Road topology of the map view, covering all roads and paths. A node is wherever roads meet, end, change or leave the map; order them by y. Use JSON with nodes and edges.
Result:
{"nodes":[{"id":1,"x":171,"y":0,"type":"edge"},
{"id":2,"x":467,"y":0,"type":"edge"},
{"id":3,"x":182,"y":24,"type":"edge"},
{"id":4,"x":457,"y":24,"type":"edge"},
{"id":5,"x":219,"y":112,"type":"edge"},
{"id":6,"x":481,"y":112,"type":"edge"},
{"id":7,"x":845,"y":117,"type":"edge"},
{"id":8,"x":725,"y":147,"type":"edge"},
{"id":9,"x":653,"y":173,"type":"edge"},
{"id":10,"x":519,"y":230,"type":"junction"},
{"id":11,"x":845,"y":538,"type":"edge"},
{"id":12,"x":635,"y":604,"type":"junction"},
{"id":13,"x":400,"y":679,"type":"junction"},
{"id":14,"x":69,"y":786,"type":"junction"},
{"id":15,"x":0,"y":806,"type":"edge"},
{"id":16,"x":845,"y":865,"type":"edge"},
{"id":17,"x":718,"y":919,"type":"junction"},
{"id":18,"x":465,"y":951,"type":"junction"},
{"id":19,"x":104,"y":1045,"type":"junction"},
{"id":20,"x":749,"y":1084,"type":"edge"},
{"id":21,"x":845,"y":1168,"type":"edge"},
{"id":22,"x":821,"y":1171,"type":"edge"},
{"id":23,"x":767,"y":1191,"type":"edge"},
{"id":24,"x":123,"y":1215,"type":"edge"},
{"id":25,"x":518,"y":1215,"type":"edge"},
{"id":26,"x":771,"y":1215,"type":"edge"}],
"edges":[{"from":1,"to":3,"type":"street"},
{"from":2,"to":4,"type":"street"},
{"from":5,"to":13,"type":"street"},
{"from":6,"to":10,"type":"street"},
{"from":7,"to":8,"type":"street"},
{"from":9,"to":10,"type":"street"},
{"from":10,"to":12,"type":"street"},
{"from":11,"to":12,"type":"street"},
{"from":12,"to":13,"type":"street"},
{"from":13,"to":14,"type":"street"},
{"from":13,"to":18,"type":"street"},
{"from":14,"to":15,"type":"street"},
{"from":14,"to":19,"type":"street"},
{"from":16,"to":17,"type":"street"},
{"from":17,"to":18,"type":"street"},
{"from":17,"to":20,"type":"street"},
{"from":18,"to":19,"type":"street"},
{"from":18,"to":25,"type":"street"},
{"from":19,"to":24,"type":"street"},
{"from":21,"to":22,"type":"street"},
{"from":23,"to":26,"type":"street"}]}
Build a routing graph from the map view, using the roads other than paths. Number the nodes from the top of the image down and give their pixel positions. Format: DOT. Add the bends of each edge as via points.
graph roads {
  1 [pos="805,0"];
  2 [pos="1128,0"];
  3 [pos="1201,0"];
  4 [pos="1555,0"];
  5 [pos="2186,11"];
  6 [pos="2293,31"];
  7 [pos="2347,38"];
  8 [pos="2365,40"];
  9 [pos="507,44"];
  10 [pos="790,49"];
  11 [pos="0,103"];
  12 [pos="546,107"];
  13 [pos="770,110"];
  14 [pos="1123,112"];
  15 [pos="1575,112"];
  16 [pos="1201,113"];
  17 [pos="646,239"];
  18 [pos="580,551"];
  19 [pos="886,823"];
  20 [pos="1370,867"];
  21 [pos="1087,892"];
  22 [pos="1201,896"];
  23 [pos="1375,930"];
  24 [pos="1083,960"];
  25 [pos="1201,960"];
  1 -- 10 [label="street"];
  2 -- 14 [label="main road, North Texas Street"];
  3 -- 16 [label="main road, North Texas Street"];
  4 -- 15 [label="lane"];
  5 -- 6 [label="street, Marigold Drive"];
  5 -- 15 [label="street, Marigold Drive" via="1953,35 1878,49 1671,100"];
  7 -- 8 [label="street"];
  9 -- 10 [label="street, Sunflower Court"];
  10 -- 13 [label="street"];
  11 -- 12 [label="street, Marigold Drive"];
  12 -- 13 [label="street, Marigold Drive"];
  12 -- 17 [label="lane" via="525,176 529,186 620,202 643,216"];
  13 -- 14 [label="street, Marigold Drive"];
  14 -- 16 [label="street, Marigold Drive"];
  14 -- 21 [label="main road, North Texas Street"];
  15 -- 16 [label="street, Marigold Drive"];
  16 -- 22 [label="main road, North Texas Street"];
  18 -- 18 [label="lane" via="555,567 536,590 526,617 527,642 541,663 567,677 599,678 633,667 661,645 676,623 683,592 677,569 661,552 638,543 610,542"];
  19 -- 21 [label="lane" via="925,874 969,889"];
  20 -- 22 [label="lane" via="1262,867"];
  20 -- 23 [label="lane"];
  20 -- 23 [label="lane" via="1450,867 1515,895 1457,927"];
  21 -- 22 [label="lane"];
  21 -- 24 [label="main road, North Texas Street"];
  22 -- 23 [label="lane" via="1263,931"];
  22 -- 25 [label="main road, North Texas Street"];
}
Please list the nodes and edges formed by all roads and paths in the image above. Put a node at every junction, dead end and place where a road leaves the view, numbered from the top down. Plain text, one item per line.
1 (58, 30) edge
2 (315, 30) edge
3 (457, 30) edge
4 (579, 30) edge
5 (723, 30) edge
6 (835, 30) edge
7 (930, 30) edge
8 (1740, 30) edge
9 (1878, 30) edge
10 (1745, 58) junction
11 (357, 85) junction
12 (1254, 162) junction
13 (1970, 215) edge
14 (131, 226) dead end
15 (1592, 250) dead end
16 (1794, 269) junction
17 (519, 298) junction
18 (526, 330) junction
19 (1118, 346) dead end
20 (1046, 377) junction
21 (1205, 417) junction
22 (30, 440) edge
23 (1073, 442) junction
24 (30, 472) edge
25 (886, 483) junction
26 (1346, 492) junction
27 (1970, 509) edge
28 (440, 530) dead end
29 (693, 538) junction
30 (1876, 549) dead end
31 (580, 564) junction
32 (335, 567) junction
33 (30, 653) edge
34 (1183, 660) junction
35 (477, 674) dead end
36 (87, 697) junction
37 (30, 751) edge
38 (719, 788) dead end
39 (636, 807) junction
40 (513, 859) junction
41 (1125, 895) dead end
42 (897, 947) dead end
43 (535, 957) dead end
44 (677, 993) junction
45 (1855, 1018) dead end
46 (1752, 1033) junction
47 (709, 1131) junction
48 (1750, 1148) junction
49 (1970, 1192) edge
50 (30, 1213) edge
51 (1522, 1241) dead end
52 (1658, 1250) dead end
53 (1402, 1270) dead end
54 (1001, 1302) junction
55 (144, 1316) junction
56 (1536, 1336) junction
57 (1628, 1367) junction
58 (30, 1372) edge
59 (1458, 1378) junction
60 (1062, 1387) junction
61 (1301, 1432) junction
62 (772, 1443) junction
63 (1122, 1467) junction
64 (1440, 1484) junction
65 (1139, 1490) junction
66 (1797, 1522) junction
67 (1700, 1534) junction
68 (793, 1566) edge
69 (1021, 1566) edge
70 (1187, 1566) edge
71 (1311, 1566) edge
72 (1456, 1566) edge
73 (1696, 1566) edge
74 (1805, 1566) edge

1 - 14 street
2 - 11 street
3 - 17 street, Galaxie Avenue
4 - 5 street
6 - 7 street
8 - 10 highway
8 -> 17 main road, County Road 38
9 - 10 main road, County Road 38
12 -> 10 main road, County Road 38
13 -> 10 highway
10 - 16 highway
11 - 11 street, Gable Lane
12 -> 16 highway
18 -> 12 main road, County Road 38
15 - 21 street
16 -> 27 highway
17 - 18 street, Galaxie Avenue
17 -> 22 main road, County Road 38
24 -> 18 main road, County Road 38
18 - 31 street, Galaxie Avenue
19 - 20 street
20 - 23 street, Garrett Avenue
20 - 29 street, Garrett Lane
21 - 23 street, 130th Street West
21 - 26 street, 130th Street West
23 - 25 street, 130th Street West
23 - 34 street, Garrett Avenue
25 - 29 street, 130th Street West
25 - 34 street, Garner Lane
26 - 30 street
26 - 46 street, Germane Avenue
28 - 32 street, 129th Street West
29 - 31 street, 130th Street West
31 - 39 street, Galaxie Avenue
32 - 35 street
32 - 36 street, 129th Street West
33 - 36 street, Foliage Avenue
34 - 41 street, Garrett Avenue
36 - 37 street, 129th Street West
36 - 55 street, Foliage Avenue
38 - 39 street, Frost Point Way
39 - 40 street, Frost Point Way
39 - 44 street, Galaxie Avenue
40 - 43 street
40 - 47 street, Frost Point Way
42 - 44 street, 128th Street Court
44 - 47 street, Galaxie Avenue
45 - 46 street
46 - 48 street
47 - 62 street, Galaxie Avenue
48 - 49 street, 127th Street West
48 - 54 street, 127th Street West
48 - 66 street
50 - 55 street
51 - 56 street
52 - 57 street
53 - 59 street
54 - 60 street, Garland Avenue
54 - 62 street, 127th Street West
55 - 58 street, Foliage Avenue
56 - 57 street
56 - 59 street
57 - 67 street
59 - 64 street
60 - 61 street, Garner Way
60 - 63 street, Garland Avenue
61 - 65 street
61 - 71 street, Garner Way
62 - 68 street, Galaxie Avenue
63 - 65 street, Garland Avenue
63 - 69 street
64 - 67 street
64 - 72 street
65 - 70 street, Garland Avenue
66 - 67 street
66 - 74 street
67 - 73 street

------------------------------------------------

◆ Try it
Reproduce each line above that contains "edges".

◆ Task solution
Road topology of the map view, covering all roads and paths. A node is wherever roads meet, end, change or leave the map; order them by y. Use JSON with nodes and edges.
"edges":[{"from":1,"to":3,"type":"street"},
Please list the nodes and edges formed by all roads and paths in the image above. Put a node at every junction, dead end and place where a road leaves the view, numbered from the top down. Plain text, one item per line.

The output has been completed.